(Saved entries)
┌──

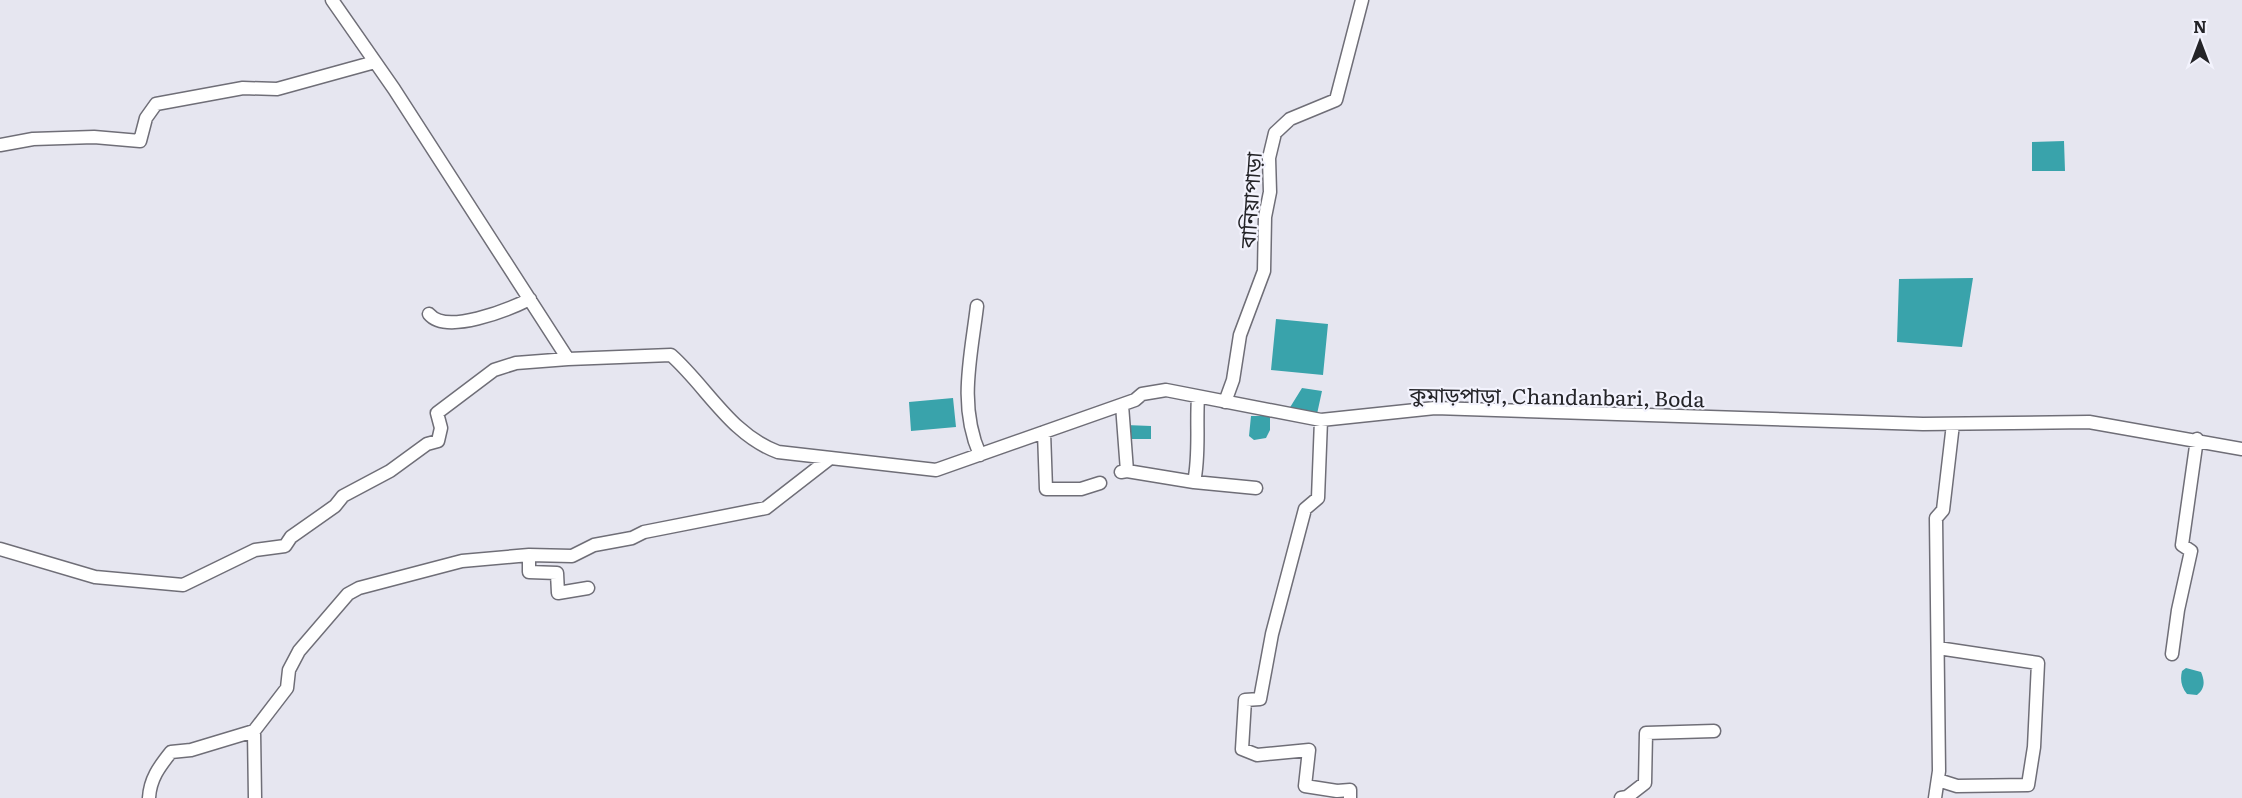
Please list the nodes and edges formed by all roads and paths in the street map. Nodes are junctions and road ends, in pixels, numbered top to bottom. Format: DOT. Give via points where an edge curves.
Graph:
graph roads {
  1 [pos="332,0"];
  2 [pos="1362,0"];
  3 [pos="375,62"];
  4 [pos="0,145"];
  5 [pos="530,300"];
  6 [pos="977,306"];
  7 [pos="429,314"];
  8 [pos="568,359"];
  9 [pos="1198,397"];
  10 [pos="1225,402"];
  11 [pos="1122,405"];
  12 [pos="1321,420"];
  13 [pos="1953,424"];
  14 [pos="1044,432"];
  15 [pos="2197,439"];
  16 [pos="2242,448"];
  17 [pos="980,455"];
  18 [pos="829,459"];
  19 [pos="1194,482"];
  20 [pos="1100,483"];
  21 [pos="1256,488"];
  22 [pos="0,549"];
  23 [pos="529,555"];
  24 [pos="588,588"];
  25 [pos="1938,648"];
  26 [pos="2172,654"];
  27 [pos="254,731"];
  28 [pos="1714,731"];
  29 [pos="1938,780"];
  30 [pos="149,798"];
  31 [pos="255,798"];
  32 [pos="1350,798"];
  33 [pos="1621,798"];
  34 [pos="1935,798"];
  1 -- 3 [label="street"];
  2 -- 10 [label="street, বানিয়াপাড়া" via="1336,100 1290,119 1275,133 1269,158 1264,271 1240,334 1233,380"];
  3 -- 4 [label="street" via="277,89 243,88 156,104 146,118 140,141 94,137 33,139"];
  3 -- 5 [label="street"];
  5 -- 7 [label="street" via="508,310 448,324 434,321"];
  5 -- 8 [label="street"];
  6 -- 17 [label="street" via="966,389 969,426"];
  8 -- 18 [label="street, কুমাড়পাড়া, Chandanbari, Boda" via="671,355 757,444 778,452"];
  8 -- 22 [label="street, কুমাড়পাড়া, Chandanbari, Boda" via="516,363 494,370 437,413 441,428 438,441 343,496 285,546 255,550 183,585 95,577"];
  9 -- 10 [label="street, কুমাড়পাড়া, Chandanbari, Boda"];
  9 -- 11 [label="street, কুমাড়পাড়া, Chandanbari, Boda" via="1166,390 1142,394"];
  9 -- 19 [label="street" via="1199,459"];
  10 -- 12 [label="street, কুমাড়পাড়া, Chandanbari, Boda"];
  11 -- 14 [label="street, কুমাড়পাড়া, Chandanbari, Boda"];
  11 -- 19 [label="street" via="1124,472"];
  12 -- 13 [label="street, কুমাড়পাড়া, Chandanbari, Boda" via="1435,408"];
  12 -- 32 [label="street" via="1318,498 1305,509 1272,634 1260,699 1245,700 1242,749 1257,755 1309,750 1305,786 1350,790"];
  13 -- 15 [label="street, কুমাড়পাড়া, Chandanbari, Boda" via="2089,422"];
  13 -- 25 [label="street" via="1943,510 1936,518"];
  14 -- 17 [label="street, কুমাড়পাড়া, Chandanbari, Boda"];
  14 -- 20 [label="street" via="1046,489 1081,489"];
  15 -- 16 [label="street, কুমাড়পাড়া, Chandanbari, Boda"];
  15 -- 26 [label="street" via="2182,544 2191,551"];
  17 -- 18 [label="street, কুমাড়পাড়া, Chandanbari, Boda" via="936,470"];
  18 -- 23 [label="street" via="766,508 644,532 572,556"];
  19 -- 21 [label="street"];
  23 -- 24 [label="street" via="530,572 557,573 558,593"];
  23 -- 27 [label="street" via="462,561 348,594 299,651 289,669 287,688"];
  25 -- 29 [label="street"];
  25 -- 29 [label="street" via="2038,663 2028,785 1957,786"];
  27 -- 30 [label="street" via="171,752 158,768"];
  27 -- 31 [label="street"];
  28 -- 33 [label="street" via="1646,732 1646,783"];
  29 -- 34 [label="street"];
}
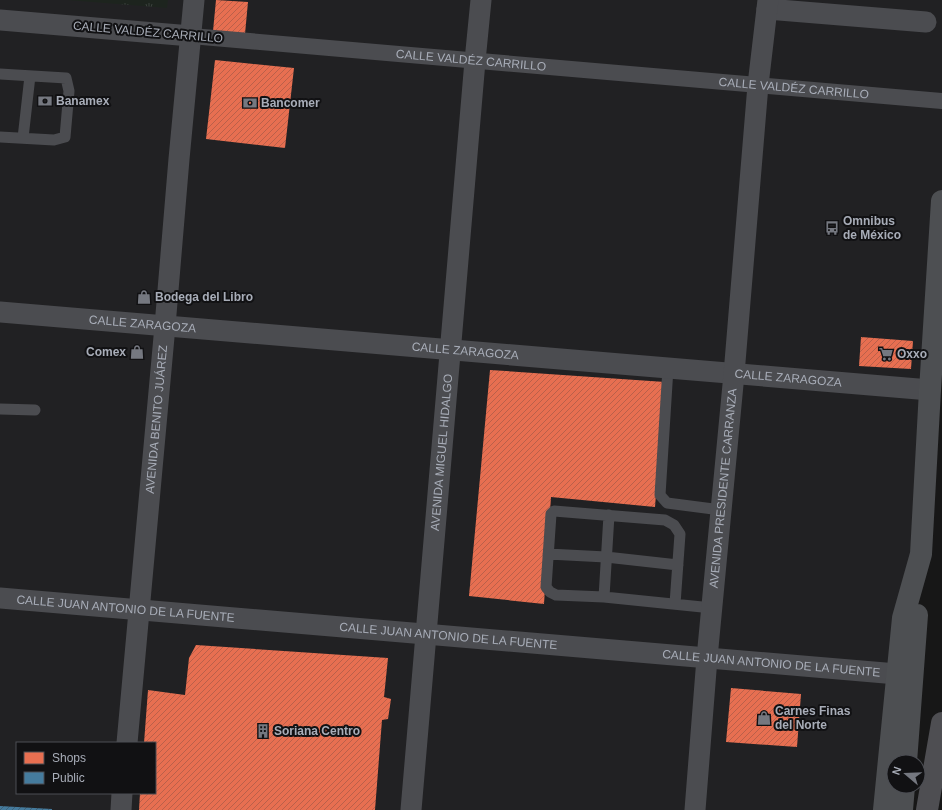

└──

**WHAT THIS TASK INVOLVES**
Reproduce each line of the records above, exactly and without pictures.

**ANSWER SECTION**
Please list the nodes and edges formed by all roads and paths in the street map. Nodes are junctions and road ends, in pixels, numbered top to bottom. Format: DOT. Give via points where an edge curves.
Graph:
graph roads {
  1 [pos="332,0"];
  2 [pos="1362,0"];
  3 [pos="375,62"];
  4 [pos="0,145"];
  5 [pos="530,300"];
  6 [pos="977,306"];
  7 [pos="429,314"];
  8 [pos="568,359"];
  9 [pos="1198,397"];
  10 [pos="1225,402"];
  11 [pos="1122,405"];
  12 [pos="1321,420"];
  13 [pos="1953,424"];
  14 [pos="1044,432"];
  15 [pos="2197,439"];
  16 [pos="2242,448"];
  17 [pos="980,455"];
  18 [pos="829,459"];
  19 [pos="1194,482"];
  20 [pos="1100,483"];
  21 [pos="1256,488"];
  22 [pos="0,549"];
  23 [pos="529,555"];
  24 [pos="588,588"];
  25 [pos="1938,648"];
  26 [pos="2172,654"];
  27 [pos="254,731"];
  28 [pos="1714,731"];
  29 [pos="1938,780"];
  30 [pos="149,798"];
  31 [pos="255,798"];
  32 [pos="1350,798"];
  33 [pos="1621,798"];
  34 [pos="1935,798"];
  1 -- 3 [label="street"];
  2 -- 10 [label="street, বানিয়াপাড়া" via="1336,100 1290,119 1275,133 1269,158 1264,271 1240,334 1233,380"];
  3 -- 4 [label="street" via="277,89 243,88 156,104 146,118 140,141 94,137 33,139"];
  3 -- 5 [label="street"];
  5 -- 7 [label="street" via="508,310 448,324 434,321"];
  5 -- 8 [label="street"];
  6 -- 17 [label="street" via="966,389 969,426"];
  8 -- 18 [label="street, কুমাড়পাড়া, Chandanbari, Boda" via="671,355 757,444 778,452"];
  8 -- 22 [label="street, কুমাড়পাড়া, Chandanbari, Boda" via="516,363 494,370 437,413 441,428 438,441 343,496 285,546 255,550 183,585 95,577"];
  9 -- 10 [label="street, কুমাড়পাড়া, Chandanbari, Boda"];
  9 -- 11 [label="street, কুমাড়পাড়া, Chandanbari, Boda" via="1166,390 1142,394"];
  9 -- 19 [label="street" via="1199,459"];
  10 -- 12 [label="street, কুমাড়পাড়া, Chandanbari, Boda"];
  11 -- 14 [label="street, কুমাড়পাড়া, Chandanbari, Boda"];
  11 -- 19 [label="street" via="1124,472"];
  12 -- 13 [label="street, কুমাড়পাড়া, Chandanbari, Boda" via="1435,408"];
  12 -- 32 [label="street" via="1318,498 1305,509 1272,634 1260,699 1245,700 1242,749 1257,755 1309,750 1305,786 1350,790"];
  13 -- 15 [label="street, কুমাড়পাড়া, Chandanbari, Boda" via="2089,422"];
  13 -- 25 [label="street" via="1943,510 1936,518"];
  14 -- 17 [label="street, কুমাড়পাড়া, Chandanbari, Boda"];
  14 -- 20 [label="street" via="1046,489 1081,489"];
  15 -- 16 [label="street, কুমাড়পাড়া, Chandanbari, Boda"];
  15 -- 26 [label="street" via="2182,544 2191,551"];
  17 -- 18 [label="street, কুমাড়পাড়া, Chandanbari, Boda" via="936,470"];
  18 -- 23 [label="street" via="766,508 644,532 572,556"];
  19 -- 21 [label="street"];
  23 -- 24 [label="street" via="530,572 557,573 558,593"];
  23 -- 27 [label="street" via="462,561 348,594 299,651 289,669 287,688"];
  25 -- 29 [label="street"];
  25 -- 29 [label="street" via="2038,663 2028,785 1957,786"];
  27 -- 30 [label="street" via="171,752 158,768"];
  27 -- 31 [label="street"];
  28 -- 33 [label="street" via="1646,732 1646,783"];
  29 -- 34 [label="street"];
}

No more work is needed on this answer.